- Stored items
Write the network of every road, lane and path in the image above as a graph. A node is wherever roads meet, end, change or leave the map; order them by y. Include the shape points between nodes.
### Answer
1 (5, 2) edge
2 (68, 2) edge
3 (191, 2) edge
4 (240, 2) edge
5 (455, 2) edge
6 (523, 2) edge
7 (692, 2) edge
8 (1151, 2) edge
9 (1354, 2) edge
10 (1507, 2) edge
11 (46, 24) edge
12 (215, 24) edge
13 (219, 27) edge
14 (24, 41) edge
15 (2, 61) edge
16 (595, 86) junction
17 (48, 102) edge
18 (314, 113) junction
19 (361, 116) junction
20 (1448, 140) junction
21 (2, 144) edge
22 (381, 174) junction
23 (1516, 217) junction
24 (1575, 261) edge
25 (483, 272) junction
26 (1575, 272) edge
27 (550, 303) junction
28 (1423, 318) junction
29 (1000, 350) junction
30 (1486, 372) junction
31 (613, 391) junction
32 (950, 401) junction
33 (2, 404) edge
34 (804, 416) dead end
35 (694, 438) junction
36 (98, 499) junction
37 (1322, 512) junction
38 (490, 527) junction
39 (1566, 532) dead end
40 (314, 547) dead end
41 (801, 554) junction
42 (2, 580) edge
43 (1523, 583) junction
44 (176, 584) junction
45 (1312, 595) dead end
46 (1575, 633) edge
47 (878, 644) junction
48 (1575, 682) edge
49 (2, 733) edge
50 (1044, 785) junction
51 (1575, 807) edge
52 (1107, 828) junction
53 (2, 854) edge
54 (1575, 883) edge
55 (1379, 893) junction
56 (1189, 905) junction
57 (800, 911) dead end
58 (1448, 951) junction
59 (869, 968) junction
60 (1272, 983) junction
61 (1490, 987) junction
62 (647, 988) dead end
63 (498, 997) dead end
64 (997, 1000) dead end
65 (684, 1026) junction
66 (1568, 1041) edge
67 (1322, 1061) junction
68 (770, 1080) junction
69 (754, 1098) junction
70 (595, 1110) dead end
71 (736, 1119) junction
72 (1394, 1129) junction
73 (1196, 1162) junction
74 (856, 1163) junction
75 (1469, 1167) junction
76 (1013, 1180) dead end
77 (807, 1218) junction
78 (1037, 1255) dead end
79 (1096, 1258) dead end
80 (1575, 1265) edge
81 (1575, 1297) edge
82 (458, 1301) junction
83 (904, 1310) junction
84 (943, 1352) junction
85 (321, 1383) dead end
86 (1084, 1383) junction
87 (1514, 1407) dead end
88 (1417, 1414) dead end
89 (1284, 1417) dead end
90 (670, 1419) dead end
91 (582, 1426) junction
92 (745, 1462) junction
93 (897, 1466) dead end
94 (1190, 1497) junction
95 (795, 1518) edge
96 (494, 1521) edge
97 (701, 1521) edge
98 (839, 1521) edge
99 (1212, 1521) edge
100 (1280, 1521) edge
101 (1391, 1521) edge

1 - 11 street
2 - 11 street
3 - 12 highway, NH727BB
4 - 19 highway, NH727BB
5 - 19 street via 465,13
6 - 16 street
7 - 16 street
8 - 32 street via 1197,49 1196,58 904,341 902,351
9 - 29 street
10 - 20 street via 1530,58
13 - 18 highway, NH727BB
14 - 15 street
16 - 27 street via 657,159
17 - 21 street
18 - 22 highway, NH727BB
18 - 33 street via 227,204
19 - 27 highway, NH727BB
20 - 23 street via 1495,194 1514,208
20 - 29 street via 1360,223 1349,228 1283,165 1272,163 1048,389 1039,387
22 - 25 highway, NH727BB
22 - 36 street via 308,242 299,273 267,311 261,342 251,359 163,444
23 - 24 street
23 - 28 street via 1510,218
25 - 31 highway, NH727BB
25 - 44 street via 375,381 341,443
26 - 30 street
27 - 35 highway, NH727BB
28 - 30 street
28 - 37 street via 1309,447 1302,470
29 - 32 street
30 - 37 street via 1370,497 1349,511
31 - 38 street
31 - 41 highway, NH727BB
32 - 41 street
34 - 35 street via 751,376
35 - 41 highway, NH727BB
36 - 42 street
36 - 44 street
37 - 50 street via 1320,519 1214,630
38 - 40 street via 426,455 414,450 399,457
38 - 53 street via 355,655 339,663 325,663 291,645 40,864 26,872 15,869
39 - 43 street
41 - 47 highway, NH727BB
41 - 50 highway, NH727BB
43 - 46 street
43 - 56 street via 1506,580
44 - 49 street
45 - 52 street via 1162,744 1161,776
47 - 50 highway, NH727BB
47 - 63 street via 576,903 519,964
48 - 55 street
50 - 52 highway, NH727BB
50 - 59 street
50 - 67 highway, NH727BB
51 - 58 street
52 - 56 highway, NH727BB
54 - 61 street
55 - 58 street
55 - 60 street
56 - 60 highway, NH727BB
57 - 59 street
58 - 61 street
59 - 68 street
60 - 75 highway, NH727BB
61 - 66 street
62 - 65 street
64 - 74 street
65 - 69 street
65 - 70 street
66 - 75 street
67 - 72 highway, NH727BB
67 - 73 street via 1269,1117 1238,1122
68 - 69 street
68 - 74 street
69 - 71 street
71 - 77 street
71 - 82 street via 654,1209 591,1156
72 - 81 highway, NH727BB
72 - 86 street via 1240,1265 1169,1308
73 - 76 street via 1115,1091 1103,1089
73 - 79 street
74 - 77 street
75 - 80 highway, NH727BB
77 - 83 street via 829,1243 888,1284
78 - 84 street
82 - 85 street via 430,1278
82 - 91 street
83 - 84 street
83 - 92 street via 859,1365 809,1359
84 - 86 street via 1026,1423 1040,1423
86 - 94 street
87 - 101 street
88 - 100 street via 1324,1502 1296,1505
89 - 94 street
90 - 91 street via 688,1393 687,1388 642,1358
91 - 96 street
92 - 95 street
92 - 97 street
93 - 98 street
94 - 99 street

- Work order
Quote every line of the data, word for word.

- Expected output
Write the network of every road, lane and path in the image above as a graph. A node is wherever roads meet, end, change or leave the map; order them by y. Include the shape points between nodes.
### Answer
1 (5, 2) edge
2 (68, 2) edge
3 (191, 2) edge
4 (240, 2) edge
5 (455, 2) edge
6 (523, 2) edge
7 (692, 2) edge
8 (1151, 2) edge
9 (1354, 2) edge
10 (1507, 2) edge
11 (46, 24) edge
12 (215, 24) edge
13 (219, 27) edge
14 (24, 41) edge
15 (2, 61) edge
16 (595, 86) junction
17 (48, 102) edge
18 (314, 113) junction
19 (361, 116) junction
20 (1448, 140) junction
21 (2, 144) edge
22 (381, 174) junction
23 (1516, 217) junction
24 (1575, 261) edge
25 (483, 272) junction
26 (1575, 272) edge
27 (550, 303) junction
28 (1423, 318) junction
29 (1000, 350) junction
30 (1486, 372) junction
31 (613, 391) junction
32 (950, 401) junction
33 (2, 404) edge
34 (804, 416) dead end
35 (694, 438) junction
36 (98, 499) junction
37 (1322, 512) junction
38 (490, 527) junction
39 (1566, 532) dead end
40 (314, 547) dead end
41 (801, 554) junction
42 (2, 580) edge
43 (1523, 583) junction
44 (176, 584) junction
45 (1312, 595) dead end
46 (1575, 633) edge
47 (878, 644) junction
48 (1575, 682) edge
49 (2, 733) edge
50 (1044, 785) junction
51 (1575, 807) edge
52 (1107, 828) junction
53 (2, 854) edge
54 (1575, 883) edge
55 (1379, 893) junction
56 (1189, 905) junction
57 (800, 911) dead end
58 (1448, 951) junction
59 (869, 968) junction
60 (1272, 983) junction
61 (1490, 987) junction
62 (647, 988) dead end
63 (498, 997) dead end
64 (997, 1000) dead end
65 (684, 1026) junction
66 (1568, 1041) edge
67 (1322, 1061) junction
68 (770, 1080) junction
69 (754, 1098) junction
70 (595, 1110) dead end
71 (736, 1119) junction
72 (1394, 1129) junction
73 (1196, 1162) junction
74 (856, 1163) junction
75 (1469, 1167) junction
76 (1013, 1180) dead end
77 (807, 1218) junction
78 (1037, 1255) dead end
79 (1096, 1258) dead end
80 (1575, 1265) edge
81 (1575, 1297) edge
82 (458, 1301) junction
83 (904, 1310) junction
84 (943, 1352) junction
85 (321, 1383) dead end
86 (1084, 1383) junction
87 (1514, 1407) dead end
88 (1417, 1414) dead end
89 (1284, 1417) dead end
90 (670, 1419) dead end
91 (582, 1426) junction
92 (745, 1462) junction
93 (897, 1466) dead end
94 (1190, 1497) junction
95 (795, 1518) edge
96 (494, 1521) edge
97 (701, 1521) edge
98 (839, 1521) edge
99 (1212, 1521) edge
100 (1280, 1521) edge
101 (1391, 1521) edge

1 - 11 street
2 - 11 street
3 - 12 highway, NH727BB
4 - 19 highway, NH727BB
5 - 19 street via 465,13
6 - 16 street
7 - 16 street
8 - 32 street via 1197,49 1196,58 904,341 902,351
9 - 29 street
10 - 20 street via 1530,58
13 - 18 highway, NH727BB
14 - 15 street
16 - 27 street via 657,159
17 - 21 street
18 - 22 highway, NH727BB
18 - 33 street via 227,204
19 - 27 highway, NH727BB
20 - 23 street via 1495,194 1514,208
20 - 29 street via 1360,223 1349,228 1283,165 1272,163 1048,389 1039,387
22 - 25 highway, NH727BB
22 - 36 street via 308,242 299,273 267,311 261,342 251,359 163,444
23 - 24 street
23 - 28 street via 1510,218
25 - 31 highway, NH727BB
25 - 44 street via 375,381 341,443
26 - 30 street
27 - 35 highway, NH727BB
28 - 30 street
28 - 37 street via 1309,447 1302,470
29 - 32 street
30 - 37 street via 1370,497 1349,511
31 - 38 street
31 - 41 highway, NH727BB
32 - 41 street
34 - 35 street via 751,376
35 - 41 highway, NH727BB
36 - 42 street
36 - 44 street
37 - 50 street via 1320,519 1214,630
38 - 40 street via 426,455 414,450 399,457
38 - 53 street via 355,655 339,663 325,663 291,645 40,864 26,872 15,869
39 - 43 street
41 - 47 highway, NH727BB
41 - 50 highway, NH727BB
43 - 46 street
43 - 56 street via 1506,580
44 - 49 street
45 - 52 street via 1162,744 1161,776
47 - 50 highway, NH727BB
47 - 63 street via 576,903 519,964
48 - 55 street
50 - 52 highway, NH727BB
50 - 59 street
50 - 67 highway, NH727BB
51 - 58 street
52 - 56 highway, NH727BB
54 - 61 street
55 - 58 street
55 - 60 street
56 - 60 highway, NH727BB
57 - 59 street
58 - 61 street
59 - 68 street
60 - 75 highway, NH727BB
61 - 66 street
62 - 65 street
64 - 74 street
65 - 69 street
65 - 70 street
66 - 75 street
67 - 72 highway, NH727BB
67 - 73 street via 1269,1117 1238,1122
68 - 69 street
68 - 74 street
69 - 71 street
71 - 77 street
71 - 82 street via 654,1209 591,1156
72 - 81 highway, NH727BB
72 - 86 street via 1240,1265 1169,1308
73 - 76 street via 1115,1091 1103,1089
73 - 79 street
74 - 77 street
75 - 80 highway, NH727BB
77 - 83 street via 829,1243 888,1284
78 - 84 street
82 - 85 street via 430,1278
82 - 91 street
83 - 84 street
83 - 92 street via 859,1365 809,1359
84 - 86 street via 1026,1423 1040,1423
86 - 94 street
87 - 101 street
88 - 100 street via 1324,1502 1296,1505
89 - 94 street
90 - 91 street via 688,1393 687,1388 642,1358
91 - 96 street
92 - 95 street
92 - 97 street
93 - 98 street
94 - 99 street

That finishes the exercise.